## Required action
All lines in the material below that contain "Pöseldorfer" should be located and copied.

## Records for the exercise
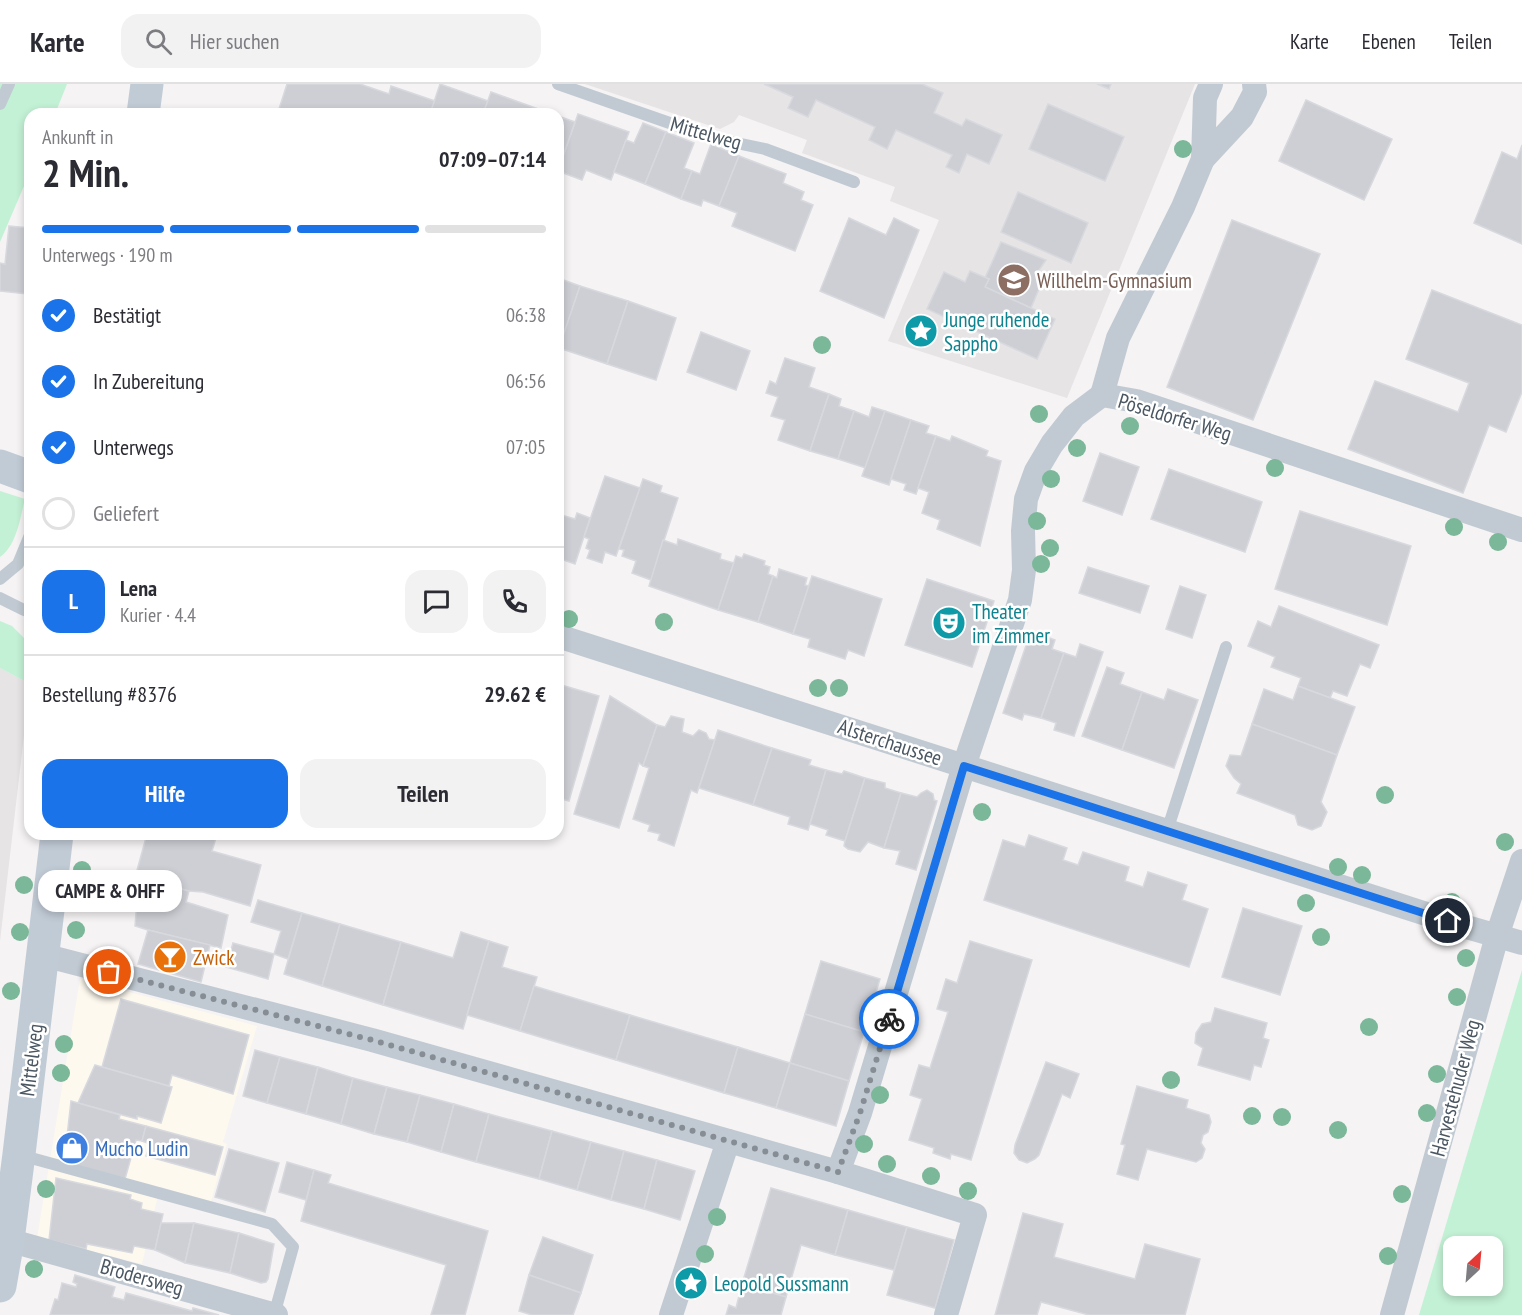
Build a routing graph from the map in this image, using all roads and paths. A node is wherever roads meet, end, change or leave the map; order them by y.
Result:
1 (9, 84) edge
2 (147, 84) edge
3 (558, 84) edge
4 (1211, 84) edge
5 (1254, 84) edge
6 (0, 104) edge
7 (144, 108) edge
8 (1203, 159) junction
9 (854, 182) dead end
10 (1102, 395) junction
11 (0, 466) edge
12 (24, 475) edge
13 (1522, 530) edge
14 (24, 549) edge
15 (0, 579) edge
16 (0, 598) edge
17 (24, 610) edge
18 (564, 638) edge
19 (1226, 647) dead end
20 (964, 766) junction
21 (1167, 831) junction
22 (56, 840) edge
23 (1522, 861) edge
24 (1497, 936) junction
25 (1522, 943) edge
26 (43, 955) junction
27 (728, 1141) junction
28 (20, 1154) junction
29 (838, 1172) junction
30 (8, 1240) junction
31 (0, 1286) edge
32 (275, 1315) edge
33 (671, 1315) edge
34 (946, 1315) edge
35 (1392, 1315) edge

1 - 6 lane
2 - 7 street
3 - 9 lane, Mittelweg
4 - 8 street
5 - 8 street
8 - 10 street
10 - 13 street, Pöseldorfer Weg
10 - 20 street, Pöseldorfer Weg
11 - 12 street
14 - 15 lane
16 - 17 lane
18 - 20 street, Alsterchaussee
19 - 21 lane
20 - 21 street, Alsterchaussee
20 - 29 street, Pöseldorfer Weg
21 - 24 street, Alsterchaussee
22 - 26 street, Mittelweg
23 - 24 street, Harvestehuder Weg
24 - 25 street, Alsterchaussee
24 - 35 street, Harvestehuder Weg
26 - 27 street
26 - 28 street, Mittelweg
27 - 29 street
27 - 33 street
28 - 30 street, Mittelweg
28 - 32 lane
29 - 34 street
30 - 31 street, Mittelweg
30 - 32 street, Brodersweg

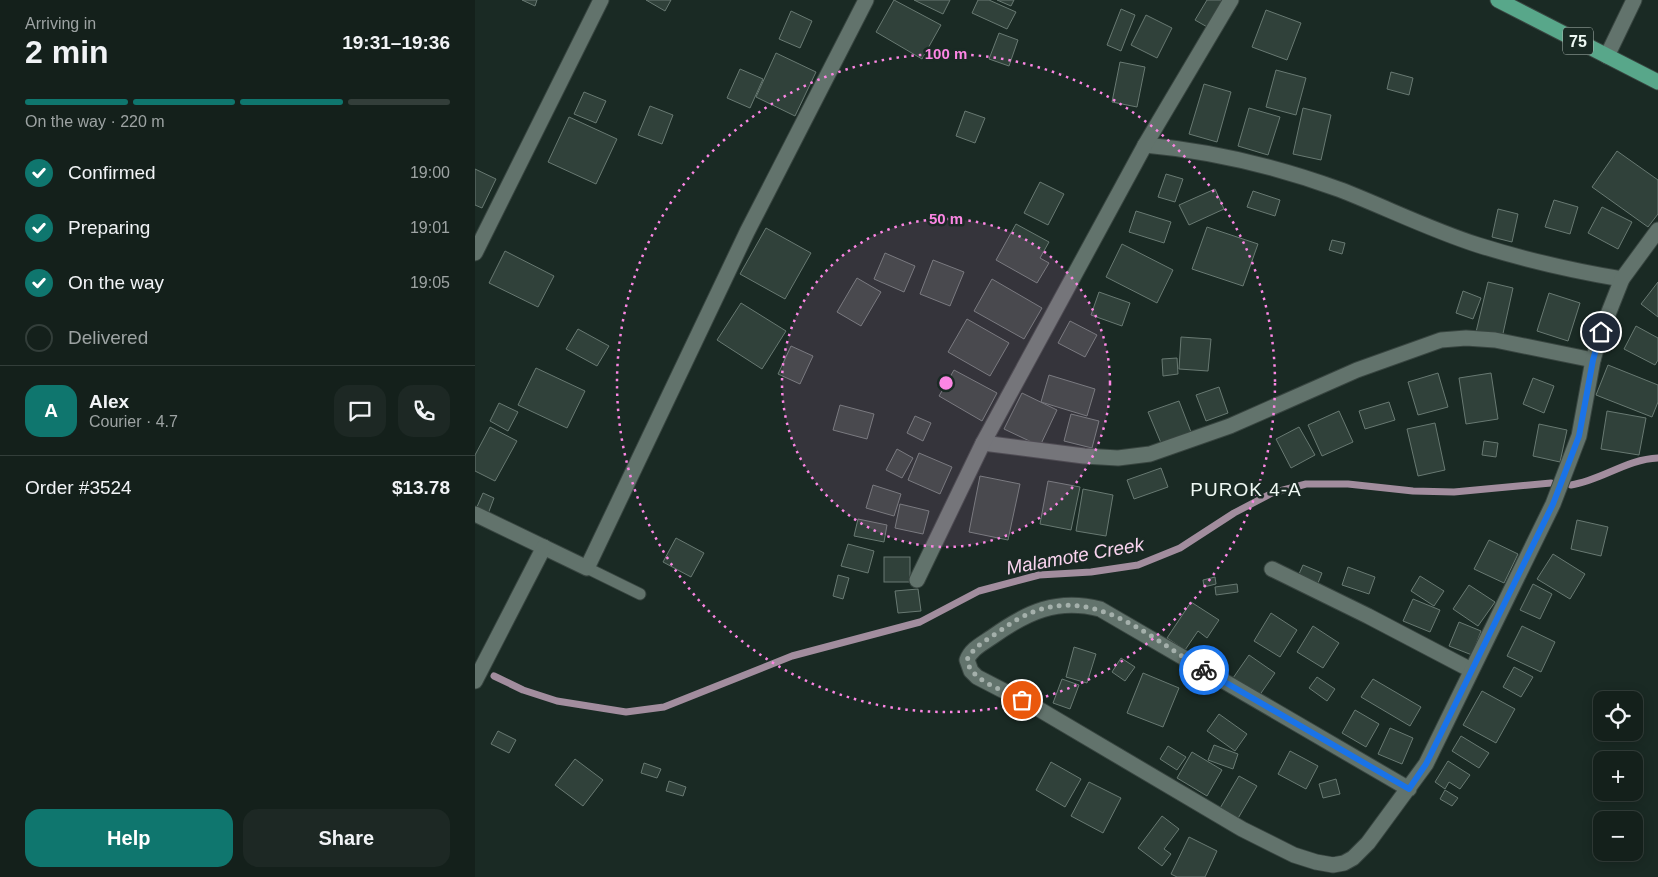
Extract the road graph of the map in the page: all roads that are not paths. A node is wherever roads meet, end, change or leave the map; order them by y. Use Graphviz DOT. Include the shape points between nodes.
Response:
graph roads {
  1 [pos="601,0"];
  2 [pos="866,0"];
  3 [pos="1231,0"];
  4 [pos="1498,0"];
  5 [pos="1634,0"];
  6 [pos="1607,56"];
  7 [pos="1658,82"];
  8 [pos="1145,145"];
  9 [pos="1658,230"];
  10 [pos="475,253"];
  11 [pos="1622,279"];
  12 [pos="1593,360"];
  13 [pos="983,443"];
  14 [pos="475,514"];
  15 [pos="544,547"];
  16 [pos="587,568"];
  17 [pos="1272,569"];
  18 [pos="917,580"];
  19 [pos="640,594"];
  20 [pos="1471,670"];
  21 [pos="475,680"];
  22 [pos="1409,789"];
  1 -- 10 [label="street"];
  2 -- 16 [label="street" via="747,232"];
  3 -- 8 [label="street"];
  4 -- 6 [label="highway, 75"];
  5 -- 6 [label="street"];
  6 -- 7 [label="highway, 75"];
  8 -- 11 [label="street" via="1201,152 1293,174 1478,245 1575,271"];
  8 -- 13 [label="street"];
  9 -- 11 [label="street"];
  11 -- 12 [label="street"];
  12 -- 13 [label="street" via="1495,340 1441,340 1357,370 1230,426 1150,454 1118,458 1084,456"];
  12 -- 20 [label="street" via="1579,436 1563,479"];
  13 -- 18 [label="street"];
  14 -- 15 [label="street"];
  15 -- 16 [label="street"];
  15 -- 21 [label="street"];
  16 -- 19 [label="lane"];
  17 -- 20 [label="street"];
  20 -- 22 [label="street" via="1426,764"];
  22 -- 22 [label="street" via="1100,609 1061,605 1036,611 1018,618 995,634 973,650 967,660 977,677 1037,708 1242,829 1294,855 1316,862 1333,865 1353,858"];
}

## Exercise response
10 - 13 street, Pöseldorfer Weg
10 - 20 street, Pöseldorfer Weg
20 - 29 street, Pöseldorfer Weg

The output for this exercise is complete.